Human pose keypoint data:

·····

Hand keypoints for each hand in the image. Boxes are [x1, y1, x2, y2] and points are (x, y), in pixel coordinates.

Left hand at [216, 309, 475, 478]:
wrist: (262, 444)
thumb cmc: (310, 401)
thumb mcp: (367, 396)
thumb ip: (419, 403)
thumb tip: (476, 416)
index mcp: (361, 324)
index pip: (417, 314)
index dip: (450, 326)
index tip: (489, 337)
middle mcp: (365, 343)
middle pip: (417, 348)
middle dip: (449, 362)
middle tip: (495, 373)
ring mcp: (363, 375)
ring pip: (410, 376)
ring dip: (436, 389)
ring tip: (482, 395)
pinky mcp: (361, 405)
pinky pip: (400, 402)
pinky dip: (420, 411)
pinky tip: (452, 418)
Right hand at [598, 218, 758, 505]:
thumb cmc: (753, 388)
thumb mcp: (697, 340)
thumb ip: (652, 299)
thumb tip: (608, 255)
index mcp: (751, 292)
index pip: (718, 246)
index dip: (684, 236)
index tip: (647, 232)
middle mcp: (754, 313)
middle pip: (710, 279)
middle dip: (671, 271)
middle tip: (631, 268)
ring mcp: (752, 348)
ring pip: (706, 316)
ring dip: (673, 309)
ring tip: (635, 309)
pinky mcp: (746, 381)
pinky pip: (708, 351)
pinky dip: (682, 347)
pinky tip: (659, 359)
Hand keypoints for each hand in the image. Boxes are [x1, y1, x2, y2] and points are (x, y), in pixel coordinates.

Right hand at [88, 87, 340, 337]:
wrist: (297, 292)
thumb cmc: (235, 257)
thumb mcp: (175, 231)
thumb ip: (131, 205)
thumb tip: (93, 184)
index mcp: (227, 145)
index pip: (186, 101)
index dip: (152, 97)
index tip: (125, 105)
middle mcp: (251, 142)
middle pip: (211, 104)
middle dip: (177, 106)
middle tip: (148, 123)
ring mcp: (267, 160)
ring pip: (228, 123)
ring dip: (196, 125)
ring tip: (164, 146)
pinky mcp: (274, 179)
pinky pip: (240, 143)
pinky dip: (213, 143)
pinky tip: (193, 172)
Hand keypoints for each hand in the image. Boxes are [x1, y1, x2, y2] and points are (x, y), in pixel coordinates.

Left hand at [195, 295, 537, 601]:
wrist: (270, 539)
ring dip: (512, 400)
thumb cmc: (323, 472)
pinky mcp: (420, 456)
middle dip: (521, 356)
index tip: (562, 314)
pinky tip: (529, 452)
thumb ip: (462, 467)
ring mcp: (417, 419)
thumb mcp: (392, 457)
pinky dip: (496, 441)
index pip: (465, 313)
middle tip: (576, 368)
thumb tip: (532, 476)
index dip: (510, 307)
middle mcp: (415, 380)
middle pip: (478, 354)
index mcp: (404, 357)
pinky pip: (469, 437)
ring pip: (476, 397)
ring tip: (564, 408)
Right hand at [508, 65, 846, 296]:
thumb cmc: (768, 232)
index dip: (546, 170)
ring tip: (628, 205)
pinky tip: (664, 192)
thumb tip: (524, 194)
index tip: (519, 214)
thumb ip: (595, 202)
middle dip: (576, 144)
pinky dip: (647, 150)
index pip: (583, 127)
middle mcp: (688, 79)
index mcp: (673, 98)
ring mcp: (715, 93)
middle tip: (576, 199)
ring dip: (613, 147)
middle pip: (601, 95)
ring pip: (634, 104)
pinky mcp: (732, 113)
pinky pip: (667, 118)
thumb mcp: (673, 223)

·····

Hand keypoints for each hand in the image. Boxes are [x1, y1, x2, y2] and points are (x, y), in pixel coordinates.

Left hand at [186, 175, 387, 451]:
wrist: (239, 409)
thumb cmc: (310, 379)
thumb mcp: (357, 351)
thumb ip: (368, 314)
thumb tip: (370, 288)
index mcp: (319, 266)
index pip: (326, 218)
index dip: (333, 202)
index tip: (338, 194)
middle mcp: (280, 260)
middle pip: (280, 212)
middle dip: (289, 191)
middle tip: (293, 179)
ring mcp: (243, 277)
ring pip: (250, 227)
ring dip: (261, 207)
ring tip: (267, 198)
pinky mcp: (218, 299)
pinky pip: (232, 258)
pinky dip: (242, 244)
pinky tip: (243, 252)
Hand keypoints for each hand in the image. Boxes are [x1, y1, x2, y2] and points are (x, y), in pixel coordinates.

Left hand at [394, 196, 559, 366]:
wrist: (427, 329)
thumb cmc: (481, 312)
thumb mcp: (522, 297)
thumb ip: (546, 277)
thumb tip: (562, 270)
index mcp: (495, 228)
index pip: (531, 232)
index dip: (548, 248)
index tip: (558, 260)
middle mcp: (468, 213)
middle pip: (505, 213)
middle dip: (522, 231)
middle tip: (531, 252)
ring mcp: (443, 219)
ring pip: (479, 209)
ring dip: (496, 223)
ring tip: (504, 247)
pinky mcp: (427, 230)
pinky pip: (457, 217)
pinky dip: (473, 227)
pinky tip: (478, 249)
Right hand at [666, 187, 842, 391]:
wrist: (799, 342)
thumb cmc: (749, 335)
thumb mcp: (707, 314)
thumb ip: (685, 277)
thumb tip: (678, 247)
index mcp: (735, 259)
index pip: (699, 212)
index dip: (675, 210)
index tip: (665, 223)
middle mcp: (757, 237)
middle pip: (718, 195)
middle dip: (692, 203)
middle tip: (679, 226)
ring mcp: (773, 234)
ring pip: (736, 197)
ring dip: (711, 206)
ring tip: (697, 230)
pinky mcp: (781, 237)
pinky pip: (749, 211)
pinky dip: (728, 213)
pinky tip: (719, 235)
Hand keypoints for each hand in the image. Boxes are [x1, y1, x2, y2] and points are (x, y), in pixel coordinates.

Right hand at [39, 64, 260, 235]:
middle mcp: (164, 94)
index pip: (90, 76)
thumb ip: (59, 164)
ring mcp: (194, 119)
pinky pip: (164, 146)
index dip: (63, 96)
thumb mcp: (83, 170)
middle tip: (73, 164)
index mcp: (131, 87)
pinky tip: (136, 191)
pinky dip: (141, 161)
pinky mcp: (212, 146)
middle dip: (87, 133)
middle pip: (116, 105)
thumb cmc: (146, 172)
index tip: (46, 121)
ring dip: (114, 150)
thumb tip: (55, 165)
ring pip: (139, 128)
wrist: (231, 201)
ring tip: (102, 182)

·····

EXERCISE GOAL:
Give back the records above exactly, limited to the lines between the one holding "ring tip: (697, 230)" and the one holding "thumb mcp: (83, 170)", inclusive.

WRITTEN RESPONSE:
ring tip: (697, 230)
pinky mcp: (781, 237)
pinky pip: (749, 211)
pinky dip: (728, 213)
pinky tip: (719, 235)
Hand keypoints for each hand in the image. Boxes are [x1, y1, x2, y2] and points are (x, y), in pixel coordinates.

Right hand at [39, 64, 260, 235]:
middle mcp: (164, 94)
index pip: (90, 76)
thumb ip: (59, 164)
ring mcp: (194, 119)
pinky pip: (164, 146)
index dip: (63, 96)
thumb mcp: (83, 170)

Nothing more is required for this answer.